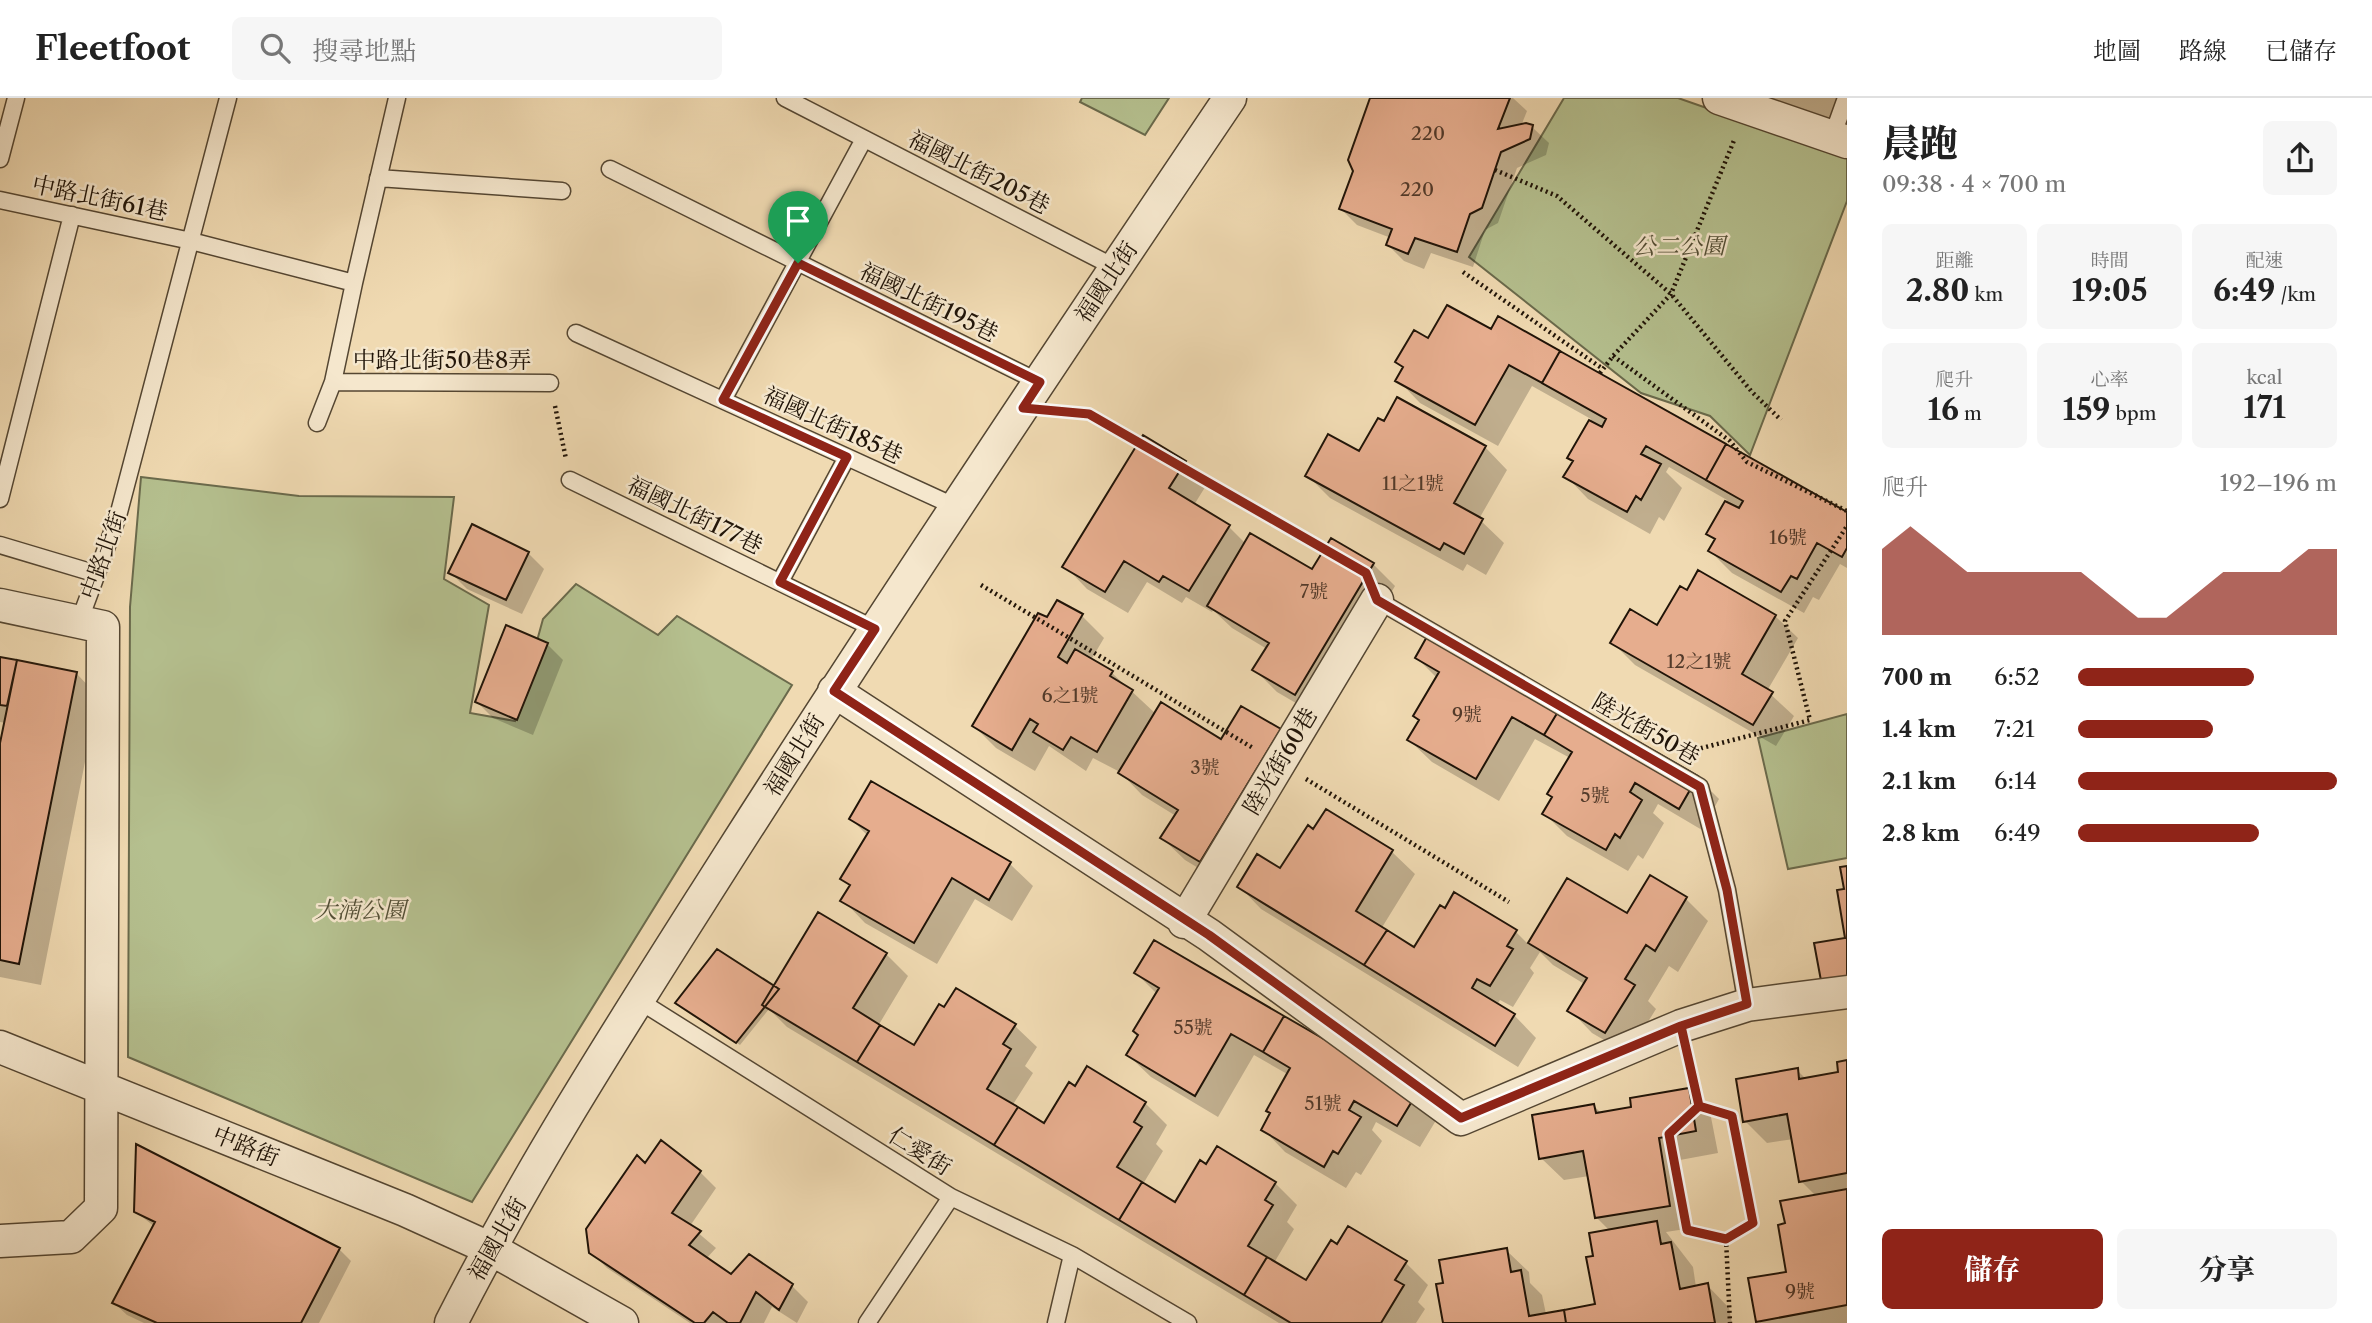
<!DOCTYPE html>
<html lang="zh-TW">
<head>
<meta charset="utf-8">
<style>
	body { margin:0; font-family:"Libre Caslon Text","Noto Serif TC",serif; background:#f6f6f6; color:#222; height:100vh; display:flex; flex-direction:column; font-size:26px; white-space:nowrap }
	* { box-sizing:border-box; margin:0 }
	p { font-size:23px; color:#767676 }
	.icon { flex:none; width:38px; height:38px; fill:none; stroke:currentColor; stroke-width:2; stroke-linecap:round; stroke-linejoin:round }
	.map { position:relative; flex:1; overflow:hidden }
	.panel { display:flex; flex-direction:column; background:#fff; width:525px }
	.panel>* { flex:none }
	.pin { position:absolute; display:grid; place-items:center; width:60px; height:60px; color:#fff; margin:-72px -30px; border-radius:50% 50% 50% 0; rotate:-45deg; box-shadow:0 0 7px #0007 }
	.pin .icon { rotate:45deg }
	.round { display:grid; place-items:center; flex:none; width:74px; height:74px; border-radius:10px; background:#f6f6f6 }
	.head { display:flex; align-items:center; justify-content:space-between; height:119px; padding:0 35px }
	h1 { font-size:38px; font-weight:800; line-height:52px }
	.metrics { display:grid; grid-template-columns:repeat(3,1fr); gap:10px; height:119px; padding:7px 35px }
	.metrics div { display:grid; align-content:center; border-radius:10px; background:#f6f6f6; text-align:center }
	.metrics b { font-size:30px; font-weight:800 }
	.metrics small { font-size:19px; font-weight:400 }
	.metrics p { font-size:19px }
	.chart { height:196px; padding:14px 35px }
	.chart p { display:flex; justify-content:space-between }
	.chart svg { width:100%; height:126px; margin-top:7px; fill:#8f2418; opacity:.7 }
	.action { display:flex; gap:14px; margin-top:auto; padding:14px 35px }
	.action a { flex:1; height:80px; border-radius:10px; background:#8f2418; color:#fff; font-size:28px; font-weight:800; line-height:80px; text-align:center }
	.action a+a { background:#f6f6f6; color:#222 }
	ul { padding:0 35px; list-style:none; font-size:23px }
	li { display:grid; grid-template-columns:112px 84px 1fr; align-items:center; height:52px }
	li i { height:18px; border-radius:9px; background:#8f2418 }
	header { display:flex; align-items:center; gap:42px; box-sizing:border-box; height:98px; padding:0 35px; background:#fff; border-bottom:2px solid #e0e0e0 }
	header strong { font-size:33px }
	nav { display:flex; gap:38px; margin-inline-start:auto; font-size:24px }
	.search { width:490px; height:63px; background:#f6f6f6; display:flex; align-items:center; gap:18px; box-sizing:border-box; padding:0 24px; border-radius:10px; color:#767676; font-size:26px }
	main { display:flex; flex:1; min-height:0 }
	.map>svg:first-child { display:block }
	.green { fill:#b5c08f; stroke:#6a6a4c; stroke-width:2 }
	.shadow { fill:#0003 }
	.building { fill:#e6ad8e; stroke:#201408; stroke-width:2 }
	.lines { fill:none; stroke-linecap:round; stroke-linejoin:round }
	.lane-casing { stroke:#544632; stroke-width:19 }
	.street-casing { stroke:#544632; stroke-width:35 }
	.path { stroke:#201408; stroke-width:4.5; stroke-dasharray:2 3.5; stroke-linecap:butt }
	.lane { stroke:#f5e7cd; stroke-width:16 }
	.street { stroke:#f5e7cd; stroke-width:32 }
	.route-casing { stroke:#fff; stroke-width:14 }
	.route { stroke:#8f2418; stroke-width:9 }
	.labels { text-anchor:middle; stroke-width:5; stroke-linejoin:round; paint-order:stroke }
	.number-label { font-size:19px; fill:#523a2a }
	.street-label { font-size:23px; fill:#201408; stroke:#f5e7cd }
	.park-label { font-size:23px; font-style:italic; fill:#545037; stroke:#f5e7cd }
</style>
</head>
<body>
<header>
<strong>Fleetfoot</strong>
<div class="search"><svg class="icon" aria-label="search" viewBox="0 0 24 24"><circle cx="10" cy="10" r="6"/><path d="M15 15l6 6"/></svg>搜尋地點</div>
<nav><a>地圖</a><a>路線</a><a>已儲存</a></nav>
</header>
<main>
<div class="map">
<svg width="1847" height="1225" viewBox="0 0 1847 1225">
	<rect width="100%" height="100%" fill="#f0dab2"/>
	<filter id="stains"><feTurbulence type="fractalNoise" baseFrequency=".00286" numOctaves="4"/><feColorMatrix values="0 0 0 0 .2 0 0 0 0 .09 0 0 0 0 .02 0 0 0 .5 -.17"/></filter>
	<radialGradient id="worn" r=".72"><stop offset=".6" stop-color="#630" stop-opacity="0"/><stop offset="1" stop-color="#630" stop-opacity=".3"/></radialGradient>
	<path class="green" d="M1082,0H1169L1145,37L1080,4Z
		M1564,0H1678L1847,59V103L1750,357L1710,318L1641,295L1469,159Z
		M141,379L299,398L454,399L444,481L489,507L470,615L515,623L543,521L576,486L658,537L677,518L792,587L472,1104L128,959L130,509Z
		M1847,616V760L1788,771L1758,640Z"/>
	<path class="shadow" d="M1372,0H1513L1527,13L1521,28L1532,29L1549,45L1546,57L1517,70L1498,125L1485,132L1473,169L1431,155L1424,171L1404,163L1388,147L1391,140L1357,127L1341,111L1354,73Z
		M1770,0H1838L1830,22Z
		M1447,209L1847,416V470L1840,466L1819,502L1813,499L1804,515L1732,475L1710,453L1715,443L1708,436L1727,402L1669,369L1666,374L1682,390L1664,423L1659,419L1650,436L1588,401L1566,378L1574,364L1569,359L1591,321L1532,288L1498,348L1420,305L1398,282L1404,270L1398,264L1429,242Z
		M1485,349L1507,372L1479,421L1504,445L1486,477L1467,466L1463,473L1330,400L1307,377L1359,355Z
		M1185,364L1207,386L1194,407L1229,429L1246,446L1312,474L1373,466L1395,488L1318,618L1277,594L1255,572L1267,551L1232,530L1213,512L1212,514L1186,499L1182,505L1147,484L1128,515L1087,491L1065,468Z
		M528,455L544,471L522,516L467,491L450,474Z
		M1082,518L1104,540L1091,562L1112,575L1156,616L1221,643L1280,633L1302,655L1223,785L1185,762L1162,740L1176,718L1142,697L1120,674L1093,660L1086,673L1049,648L1035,673L996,650L974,628L1047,522Z
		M1775,518L1798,540L1767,593L1794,618L1776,648L1635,567L1612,544Z
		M547,546L563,562L533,637L493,620L477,604Z
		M0,560L76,575L98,598L41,887L0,879V654L6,625L0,624Z
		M1417,560L1697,679L1719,701L1702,732L1658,706L1653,715L1664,725L1643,761L1638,757L1628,773L1567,738L1544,715L1570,660L1535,641L1499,703L1432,664L1409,642L1437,580Z
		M872,686L1010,766L1033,788L1012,823L975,801L937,866L865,825L843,802L850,789L843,781L868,738L851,721Z
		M1326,713L1392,754L1415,776L1381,831L1414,851L1455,797L1516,834L1529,847L1568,782L1627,817L1651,779L1686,801L1708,823L1678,874L1669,868L1648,903L1656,911L1628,956L1592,935L1570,912L1586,887L1553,867L1540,854L1530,870L1534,875L1513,909L1500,902L1497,907L1514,917L1536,940L1518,969L1261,811L1239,788L1281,773Z
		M1155,844L1438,1019L1420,1049L1376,1024L1372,1032L1382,1043L1361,1077L1356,1074L1346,1090L1285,1054L1263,1031L1289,977L1254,957L1218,1019L1151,979L1128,957L1157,896L1136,875Z
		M886,856L908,878L878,928L914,949L1014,927L1037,949L1025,968L1033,975L1012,1008L1045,1027L1076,990L1145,1005L1167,1027L1156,1046L1163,1053L1143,1086L1176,1106L1206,1068L1275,1085L1297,1107L1287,1124L1294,1131L1274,1165L1307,1185L1337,1148L1405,1164L1428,1187L1418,1204L1425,1211L1416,1225H1279L787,929L769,911L740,947L681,908L774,890Z
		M1847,964V1225H1760L1758,1223L1788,1175L1787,1126L1816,1098L1801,1083L1794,1041L1767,1045L1745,1023L1797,972L1806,981L1840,976Z
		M1688,992L1710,1014L1718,1055L1680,1062L1692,1130L1666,1134L1693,1169L1696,1189L1707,1187L1729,1210L1732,1225H1445L1506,1152L1529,1174L1530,1185L1542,1197L1546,1216L1597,1207L1595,1159L1610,1133L1597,1120L1589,1078L1564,1082L1541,1060L1594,1008L1602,1016L1633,1011Z
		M646,1068L700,1074L716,1090L690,1128L716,1150L706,1161L731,1179L792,1188L808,1204L797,1225L772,1209L764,1225H690L607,1170L591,1154Z
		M136,1114L339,1151L351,1163L319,1225H144L127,1217L114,1205L155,1129Z"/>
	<path class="building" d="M1370,0H1510L1498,31L1526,25L1533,27L1530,41L1501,54L1482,110L1470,116L1457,154L1415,140L1408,156L1386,147L1392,131L1339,111L1353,73L1348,62Z
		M1447,207L1491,231L1498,218L1560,253L1542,285L1509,267L1475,327L1395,283L1403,269L1395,264L1414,232L1428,240Z
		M1560,253L1726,346L1706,382L1646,348L1641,356L1661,366L1641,402L1636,398L1627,414L1563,379L1573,363L1567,360L1589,322L1602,329L1606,321L1542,285Z
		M1397,299L1486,348L1454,405L1483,421L1464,456L1444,445L1440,452L1305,378L1328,336L1359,353L1378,320L1384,323Z
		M1143,337L1186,363L1169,390L1230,427L1189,493L1163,478L1159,484L1124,463L1105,494L1062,469Z
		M1726,346L1847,414V450L1842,459L1817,445L1797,481L1791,478L1781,494L1708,453L1715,441L1706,436L1725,403L1739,410L1743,403L1706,382Z
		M472,426L529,454L506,502L448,475Z
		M1250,435L1312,471L1331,440L1374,465L1295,597L1252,572L1269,545L1207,508Z
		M1698,472L1776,517L1742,576L1773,594L1753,627L1610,545L1630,511L1657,527L1680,488L1687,492Z
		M1057,502L1083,516L1058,559L1067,565L1075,551L1113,573L1110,578L1133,592L1097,654L1071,639L1063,652L1033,634L1038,626L1030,621L1012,652L972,628L1038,515L1047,519Z
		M1434,526L1565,602L1544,637L1512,619L1476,681L1407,642L1419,622L1413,618L1439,574L1415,560Z
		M506,527L548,545L517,622L475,604Z
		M0,559L17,562L7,608L0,607Z
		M17,562L77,574L19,866L0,862V645Z
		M1565,602L1698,678L1679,711L1635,685L1630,694L1642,702L1620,740L1615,736L1606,752L1542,716L1552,699L1547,696L1572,654L1544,637Z
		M1161,604L1221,641L1241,608L1281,631L1200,764L1160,740L1178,712L1118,675Z
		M871,683L1011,764L989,802L952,780L914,845L840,803L850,787L840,781L869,733L849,721Z
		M1326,711L1393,752L1356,813L1387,832L1364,867L1237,789L1257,756L1280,770L1308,727L1313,731Z
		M1847,768V884L1822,888L1814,845L1845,840L1837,792L1844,791L1840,769Z
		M1650,777L1687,799L1655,853L1646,847L1625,881L1635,887L1605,935L1567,913L1587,880L1528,845L1567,780L1627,815Z
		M1454,794L1517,832L1507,848L1513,851L1490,888L1477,881L1472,890L1515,916L1495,948L1364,867L1387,832L1414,849L1440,807L1445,810Z
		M818,814L887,855L853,910L880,927L857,964L762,907Z
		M1154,842L1284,918L1263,954L1231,936L1195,998L1126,957L1138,937L1133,933L1159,890L1134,875Z
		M717,851L779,891L736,945L675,905Z
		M956,890L1016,926L1003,946L1011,951L987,991L1018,1009L994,1047L857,964L880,927L914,947L939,906L944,909Z
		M1284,918L1417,995L1397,1028L1354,1003L1349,1012L1361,1019L1338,1056L1333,1053L1324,1069L1261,1032L1270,1015L1266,1013L1290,970L1263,954Z
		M1847,962V1075L1799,1084L1787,1016L1743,1024L1736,981L1798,970L1799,981L1838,974L1837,964Z
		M1087,968L1146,1004L1134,1024L1142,1029L1117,1069L1142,1084L1119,1122L994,1047L1018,1009L1044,1025L1069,984L1075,988Z
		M1689,990L1696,1033L1659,1040L1670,1108L1595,1120L1583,1053L1539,1061L1532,1017L1594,1006L1596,1015L1631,1009L1630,1000Z
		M661,1042L701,1073L672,1115L701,1133L689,1147L731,1176L749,1156L793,1186L779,1212L756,1194L740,1225H728L713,1214L704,1225H695L589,1155L586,1131L637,1057L645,1065Z
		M136,1046L340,1150L301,1225H157L112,1205L155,1124L134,1114Z
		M1217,1048L1276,1084L1265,1102L1273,1107L1248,1148L1267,1159L1244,1197L1119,1122L1142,1084L1175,1104L1200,1062L1206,1066Z
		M1847,1091V1207L1756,1224L1748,1180L1786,1174L1778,1127L1785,1125L1780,1103Z
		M1657,1123L1661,1146L1671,1144L1680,1191L1708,1185L1715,1225H1566L1564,1212L1595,1206L1586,1159L1593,1158L1589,1135Z
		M1348,1128L1407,1163L1395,1182L1404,1187L1381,1225H1291L1244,1197L1267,1159L1306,1182L1331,1142L1337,1146Z
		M1507,1150L1511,1174L1521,1172L1529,1218L1564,1212L1566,1225H1443L1436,1186L1443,1185L1439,1162Z"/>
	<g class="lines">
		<g class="lane-casing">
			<path id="lane" d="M785,0L1114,169
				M1832,39L1846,0
				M0,61L16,0
				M610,71L1039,284
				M378,80L562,93
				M0,102L191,143L354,185L397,0
				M576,235L956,409
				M333,284L550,285
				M723,302L864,41
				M317,325L333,284L354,185
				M570,382L875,531
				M0,401L72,117
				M0,447L97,476
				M780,484L847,359
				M1377,502L1700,689L1727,792L1747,907
				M79,524L118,418L228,0
				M638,902L951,1099L1072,1157L1188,1225
				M867,1225L951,1099
				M1056,1225L1072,1157"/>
		</g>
		<g class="street-casing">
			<path id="street" d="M1719,0L1847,44
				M0,507L103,529L101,1110L71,1139L0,1143
				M834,593L1209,837L1461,1021L1681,928L1747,907L1847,894
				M1184,824L1377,502
				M0,949L405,1112L491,1151L622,1225
				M451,1225C533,1063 634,908 731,755C893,501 1061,250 1230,0"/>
		</g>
		<path class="path" d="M1495,72L1557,98L1671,196L1752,294L1781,322
			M1463,174L1603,271
			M1613,258L1730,343L1747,364L1847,413
			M1600,275L1613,258L1671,196L1735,40
			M555,308L566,361
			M1058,313L1089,316L1364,474
			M981,487L1253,650
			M1694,658L1698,651L1810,622L1785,523L1847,428
			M1306,681L1509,804
			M1688,959L1699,1008L1732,1018L1753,1125L1726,1141L1730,1225
			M1699,1008L1669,1036L1687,1132L1726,1141"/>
		<use href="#lane" class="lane"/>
		<use href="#street" class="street"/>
	</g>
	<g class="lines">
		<g class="route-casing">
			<path id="route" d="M798,165L723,302L847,359L780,484L875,531L834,593L1209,837L1461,1020L1681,928L1699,1008L1732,1018L1753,1125L1726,1141L1687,1132L1669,1036L1699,1008L1681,928L1747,906L1727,792L1700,689L1377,502L1366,475L1089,316L1023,310L1040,284L798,165"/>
		</g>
		<use href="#route" class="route"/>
	</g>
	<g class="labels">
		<g class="number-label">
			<text x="1428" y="42">220</text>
			<text x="1417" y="98">220</text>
			<text x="1413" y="392">11之1號</text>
			<text x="1788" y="446">16號</text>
			<text x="1314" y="500">7號</text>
			<text x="1699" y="570">12之1號</text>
			<text x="1070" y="604">6之1號</text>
			<text x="1467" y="623">9號</text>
			<text x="1205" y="676">3號</text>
			<text x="1595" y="704">5號</text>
			<text x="1193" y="936">55號</text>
			<text x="1323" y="1012">51號</text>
			<text x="1800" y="1200">9號</text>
		</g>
		<g class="street-label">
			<text transform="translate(979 74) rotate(27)" y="8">福國北街205巷</text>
			<text transform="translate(100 100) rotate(12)" y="8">中路北街61巷</text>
			<text transform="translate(1106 184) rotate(-56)" y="8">福國北街</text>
			<text transform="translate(929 204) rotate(26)" y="8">福國北街195巷</text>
			<text x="442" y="270">中路北街50巷8弄</text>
			<text transform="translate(833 327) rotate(25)" y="8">福國北街185巷</text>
			<text transform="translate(695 417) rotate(26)" y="8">福國北街177巷</text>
			<text transform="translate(103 457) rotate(-70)" y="8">中路北街</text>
			<text transform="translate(1646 631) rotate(30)" y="8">陸光街50巷</text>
			<text transform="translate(794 657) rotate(-58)" y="8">福國北街</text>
			<text transform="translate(1280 663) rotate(-59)" y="8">陸光街60巷</text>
			<text transform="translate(246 1048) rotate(22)" y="8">中路街</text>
			<text transform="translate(920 1053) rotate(32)" y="8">仁愛街</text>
			<text transform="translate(497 1141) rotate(-60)" y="8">福國北街</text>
		</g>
		<g class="park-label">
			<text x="1679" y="156">公二公園</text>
			<text x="360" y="820">大湳公園</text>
		</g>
	</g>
	<rect width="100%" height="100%" filter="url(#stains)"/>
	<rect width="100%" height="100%" fill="url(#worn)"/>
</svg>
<div class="pin" style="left:798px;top:165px;background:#1e9e55"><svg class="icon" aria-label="arrive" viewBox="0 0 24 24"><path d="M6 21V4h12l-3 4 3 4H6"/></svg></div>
</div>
<section class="panel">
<div class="head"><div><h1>晨跑</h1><p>09:38 · 4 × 700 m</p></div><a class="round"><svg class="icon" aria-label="share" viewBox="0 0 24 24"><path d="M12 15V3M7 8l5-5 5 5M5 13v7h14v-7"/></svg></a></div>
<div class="metrics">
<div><p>距離</p><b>2.80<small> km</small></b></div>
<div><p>時間</p><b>19:05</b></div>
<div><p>配速</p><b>6:49<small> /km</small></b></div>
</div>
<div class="metrics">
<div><p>爬升</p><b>16<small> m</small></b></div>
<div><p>心率</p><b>159<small> bpm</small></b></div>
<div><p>kcal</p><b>171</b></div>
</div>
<div class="chart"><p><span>爬升</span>192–196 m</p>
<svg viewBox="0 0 160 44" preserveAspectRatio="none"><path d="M0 44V14L10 6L20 14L30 22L40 22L50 22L60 22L70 22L80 30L90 38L100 38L110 30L120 22L130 22L140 22L150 14L160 14V44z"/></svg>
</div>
<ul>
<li><b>700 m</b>6:52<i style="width:68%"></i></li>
<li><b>1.4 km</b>7:21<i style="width:52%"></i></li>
<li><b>2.1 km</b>6:14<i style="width:100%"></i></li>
<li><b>2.8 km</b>6:49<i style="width:70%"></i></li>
</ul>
<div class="action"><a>儲存</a><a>分享</a></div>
</section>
</main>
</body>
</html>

> PROBLEM TO SOLVE: What is needed is an exact copy of the lines from the beginning of the data through the line containing "flex:none; width:38px; height:38px;", both included, without any pictures.

> SOLUTION TO THE PROBLEM:
<!DOCTYPE html>
<html lang="zh-TW">
<head>
<meta charset="utf-8">
<style>
	body { margin:0; font-family:"Libre Caslon Text","Noto Serif TC",serif; background:#f6f6f6; color:#222; height:100vh; display:flex; flex-direction:column; font-size:26px; white-space:nowrap }
	* { box-sizing:border-box; margin:0 }
	p { font-size:23px; color:#767676 }
	.icon { flex:none; width:38px; height:38px; fill:none; stroke:currentColor; stroke-width:2; stroke-linecap:round; stroke-linejoin:round }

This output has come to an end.